- **EXERCISE DIRECTIONS**: Make an exact copy of the listing, without images.
EXERCISE MATERIAL below:
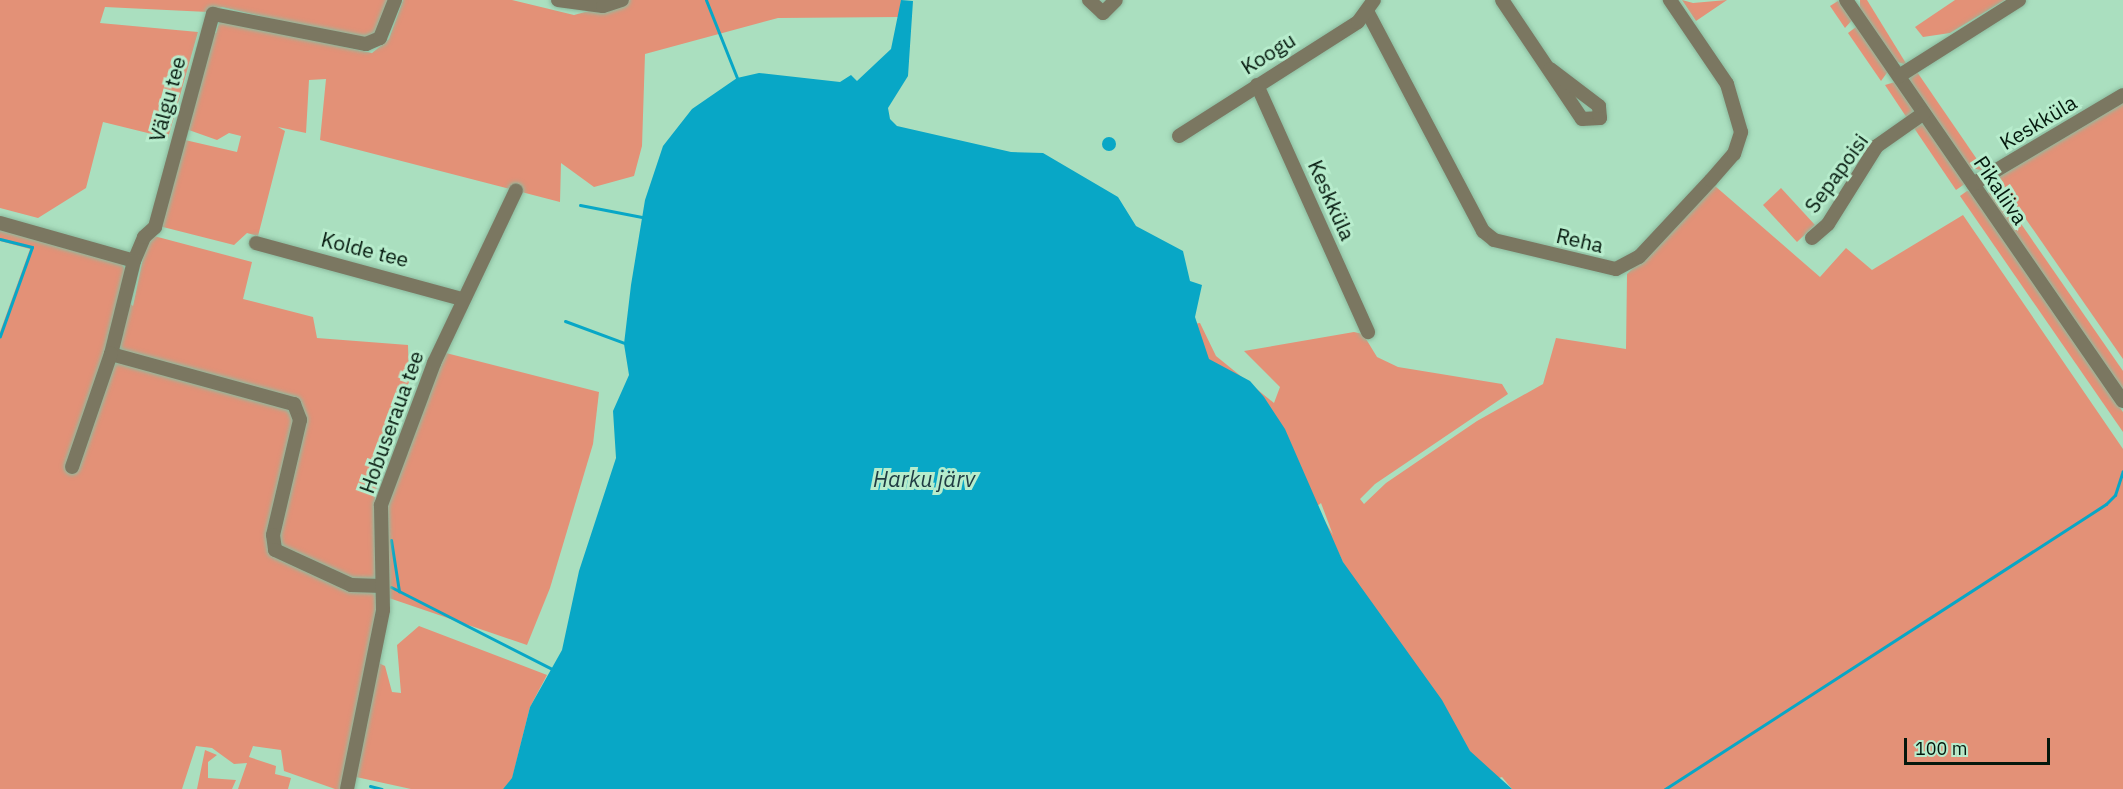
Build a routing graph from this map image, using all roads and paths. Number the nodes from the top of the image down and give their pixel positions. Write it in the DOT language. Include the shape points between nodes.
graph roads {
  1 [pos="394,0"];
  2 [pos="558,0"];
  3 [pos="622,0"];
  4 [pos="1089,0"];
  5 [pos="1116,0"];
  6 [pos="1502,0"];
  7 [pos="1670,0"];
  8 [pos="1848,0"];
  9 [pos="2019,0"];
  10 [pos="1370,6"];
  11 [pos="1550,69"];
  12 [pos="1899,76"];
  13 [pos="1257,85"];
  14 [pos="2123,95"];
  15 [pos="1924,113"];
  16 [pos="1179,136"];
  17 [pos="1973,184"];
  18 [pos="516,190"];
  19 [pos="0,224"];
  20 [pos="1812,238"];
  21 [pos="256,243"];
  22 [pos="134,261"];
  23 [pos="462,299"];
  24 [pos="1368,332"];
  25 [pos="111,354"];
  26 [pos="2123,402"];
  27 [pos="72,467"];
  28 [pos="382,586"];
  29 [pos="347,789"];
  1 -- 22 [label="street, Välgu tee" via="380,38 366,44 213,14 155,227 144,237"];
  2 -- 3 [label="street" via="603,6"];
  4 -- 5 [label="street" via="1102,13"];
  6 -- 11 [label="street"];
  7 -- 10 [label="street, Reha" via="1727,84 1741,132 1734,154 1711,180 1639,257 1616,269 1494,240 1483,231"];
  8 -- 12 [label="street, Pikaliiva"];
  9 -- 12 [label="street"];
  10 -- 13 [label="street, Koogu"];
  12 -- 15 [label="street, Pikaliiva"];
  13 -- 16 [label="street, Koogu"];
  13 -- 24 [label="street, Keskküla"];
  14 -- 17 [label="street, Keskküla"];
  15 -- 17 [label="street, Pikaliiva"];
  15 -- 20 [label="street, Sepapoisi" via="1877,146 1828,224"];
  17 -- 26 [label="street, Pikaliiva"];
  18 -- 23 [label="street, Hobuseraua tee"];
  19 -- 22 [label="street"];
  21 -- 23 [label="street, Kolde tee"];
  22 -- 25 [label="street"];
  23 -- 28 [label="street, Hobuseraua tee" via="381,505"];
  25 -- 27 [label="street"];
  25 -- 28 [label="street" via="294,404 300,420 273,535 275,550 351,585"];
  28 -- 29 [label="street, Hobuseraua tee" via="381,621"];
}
End of EXERCISE MATERIAL.
- **SOLUTION TO THE EXERCISE**:
Build a routing graph from this map image, using all roads and paths. Number the nodes from the top of the image down and give their pixel positions. Write it in the DOT language. Include the shape points between nodes.
graph roads {
  1 [pos="394,0"];
  2 [pos="558,0"];
  3 [pos="622,0"];
  4 [pos="1089,0"];
  5 [pos="1116,0"];
  6 [pos="1502,0"];
  7 [pos="1670,0"];
  8 [pos="1848,0"];
  9 [pos="2019,0"];
  10 [pos="1370,6"];
  11 [pos="1550,69"];
  12 [pos="1899,76"];
  13 [pos="1257,85"];
  14 [pos="2123,95"];
  15 [pos="1924,113"];
  16 [pos="1179,136"];
  17 [pos="1973,184"];
  18 [pos="516,190"];
  19 [pos="0,224"];
  20 [pos="1812,238"];
  21 [pos="256,243"];
  22 [pos="134,261"];
  23 [pos="462,299"];
  24 [pos="1368,332"];
  25 [pos="111,354"];
  26 [pos="2123,402"];
  27 [pos="72,467"];
  28 [pos="382,586"];
  29 [pos="347,789"];
  1 -- 22 [label="street, Välgu tee" via="380,38 366,44 213,14 155,227 144,237"];
  2 -- 3 [label="street" via="603,6"];
  4 -- 5 [label="street" via="1102,13"];
  6 -- 11 [label="street"];
  7 -- 10 [label="street, Reha" via="1727,84 1741,132 1734,154 1711,180 1639,257 1616,269 1494,240 1483,231"];
  8 -- 12 [label="street, Pikaliiva"];
  9 -- 12 [label="street"];
  10 -- 13 [label="street, Koogu"];
  12 -- 15 [label="street, Pikaliiva"];
  13 -- 16 [label="street, Koogu"];
  13 -- 24 [label="street, Keskküla"];
  14 -- 17 [label="street, Keskküla"];
  15 -- 17 [label="street, Pikaliiva"];
  15 -- 20 [label="street, Sepapoisi" via="1877,146 1828,224"];
  17 -- 26 [label="street, Pikaliiva"];
  18 -- 23 [label="street, Hobuseraua tee"];
  19 -- 22 [label="street"];
  21 -- 23 [label="street, Kolde tee"];
  22 -- 25 [label="street"];
  23 -- 28 [label="street, Hobuseraua tee" via="381,505"];
  25 -- 27 [label="street"];
  25 -- 28 [label="street" via="294,404 300,420 273,535 275,550 351,585"];
  28 -- 29 [label="street, Hobuseraua tee" via="381,621"];
}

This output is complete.